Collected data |
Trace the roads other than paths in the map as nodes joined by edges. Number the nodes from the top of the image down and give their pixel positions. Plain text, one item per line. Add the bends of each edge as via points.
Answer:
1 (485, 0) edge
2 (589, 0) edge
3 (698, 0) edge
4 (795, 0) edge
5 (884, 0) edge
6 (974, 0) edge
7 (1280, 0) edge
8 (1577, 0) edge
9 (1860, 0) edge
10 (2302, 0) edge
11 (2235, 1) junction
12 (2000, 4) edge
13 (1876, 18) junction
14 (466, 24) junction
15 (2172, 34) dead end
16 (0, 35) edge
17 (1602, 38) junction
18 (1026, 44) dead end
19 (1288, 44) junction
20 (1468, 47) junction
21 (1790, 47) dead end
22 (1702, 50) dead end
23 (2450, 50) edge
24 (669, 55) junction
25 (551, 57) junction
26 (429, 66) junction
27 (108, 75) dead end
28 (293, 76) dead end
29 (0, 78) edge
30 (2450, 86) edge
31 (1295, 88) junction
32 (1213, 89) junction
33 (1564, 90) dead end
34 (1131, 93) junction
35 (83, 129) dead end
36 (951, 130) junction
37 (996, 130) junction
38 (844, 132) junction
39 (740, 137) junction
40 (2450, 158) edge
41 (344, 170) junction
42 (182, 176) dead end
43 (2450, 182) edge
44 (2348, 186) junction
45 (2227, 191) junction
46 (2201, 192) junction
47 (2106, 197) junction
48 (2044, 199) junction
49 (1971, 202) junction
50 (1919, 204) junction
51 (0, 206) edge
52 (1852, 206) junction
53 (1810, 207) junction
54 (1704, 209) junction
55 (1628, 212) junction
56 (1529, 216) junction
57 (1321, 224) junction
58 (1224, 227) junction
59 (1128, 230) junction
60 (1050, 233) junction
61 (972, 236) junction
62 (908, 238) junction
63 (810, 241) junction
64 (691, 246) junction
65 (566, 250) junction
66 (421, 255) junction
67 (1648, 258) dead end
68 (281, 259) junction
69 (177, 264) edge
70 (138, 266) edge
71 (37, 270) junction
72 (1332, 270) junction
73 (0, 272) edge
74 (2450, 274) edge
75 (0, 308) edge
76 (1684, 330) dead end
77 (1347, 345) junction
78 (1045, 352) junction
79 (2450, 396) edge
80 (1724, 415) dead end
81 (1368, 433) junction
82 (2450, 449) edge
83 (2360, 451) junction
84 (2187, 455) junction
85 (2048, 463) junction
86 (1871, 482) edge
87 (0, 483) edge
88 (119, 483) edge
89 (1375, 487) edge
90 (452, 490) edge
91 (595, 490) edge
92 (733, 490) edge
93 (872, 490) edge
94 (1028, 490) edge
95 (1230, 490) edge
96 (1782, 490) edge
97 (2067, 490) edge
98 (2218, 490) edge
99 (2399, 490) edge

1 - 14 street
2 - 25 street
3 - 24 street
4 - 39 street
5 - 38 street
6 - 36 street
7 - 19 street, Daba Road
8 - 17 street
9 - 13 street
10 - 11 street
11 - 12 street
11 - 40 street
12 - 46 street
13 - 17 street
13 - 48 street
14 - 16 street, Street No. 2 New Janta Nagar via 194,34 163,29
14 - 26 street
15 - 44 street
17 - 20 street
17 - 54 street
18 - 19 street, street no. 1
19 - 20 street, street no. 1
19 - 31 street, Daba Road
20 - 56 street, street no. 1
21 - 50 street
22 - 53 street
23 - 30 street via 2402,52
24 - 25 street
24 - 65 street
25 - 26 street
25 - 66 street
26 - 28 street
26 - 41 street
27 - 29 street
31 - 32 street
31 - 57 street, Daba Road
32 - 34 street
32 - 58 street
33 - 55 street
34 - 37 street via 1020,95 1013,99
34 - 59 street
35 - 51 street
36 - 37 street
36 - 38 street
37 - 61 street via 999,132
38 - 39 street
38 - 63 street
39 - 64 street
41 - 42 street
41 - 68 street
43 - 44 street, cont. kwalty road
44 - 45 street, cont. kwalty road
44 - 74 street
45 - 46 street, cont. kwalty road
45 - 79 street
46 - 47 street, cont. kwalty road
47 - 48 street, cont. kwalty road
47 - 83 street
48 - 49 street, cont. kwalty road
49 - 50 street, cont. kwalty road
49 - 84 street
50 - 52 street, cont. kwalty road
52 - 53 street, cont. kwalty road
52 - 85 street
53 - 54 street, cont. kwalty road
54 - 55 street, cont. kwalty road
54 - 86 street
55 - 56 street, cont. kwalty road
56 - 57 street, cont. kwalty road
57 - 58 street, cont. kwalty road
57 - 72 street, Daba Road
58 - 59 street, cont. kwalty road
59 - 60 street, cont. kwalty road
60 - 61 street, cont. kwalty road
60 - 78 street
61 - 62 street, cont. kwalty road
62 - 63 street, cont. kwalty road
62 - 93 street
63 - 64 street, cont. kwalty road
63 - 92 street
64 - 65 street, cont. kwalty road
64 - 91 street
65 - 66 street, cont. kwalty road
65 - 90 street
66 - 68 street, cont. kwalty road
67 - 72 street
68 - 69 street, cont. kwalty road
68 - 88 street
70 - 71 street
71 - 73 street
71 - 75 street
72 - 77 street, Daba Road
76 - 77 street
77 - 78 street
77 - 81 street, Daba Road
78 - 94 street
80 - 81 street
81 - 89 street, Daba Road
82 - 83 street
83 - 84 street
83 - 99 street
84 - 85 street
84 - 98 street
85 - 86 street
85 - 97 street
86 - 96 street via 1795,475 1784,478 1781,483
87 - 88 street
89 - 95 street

WORK INSTRUCTIONS | From the entries, give the number of lines where the string "dead" is found, and nothing else.

ANSWER SECTION | 12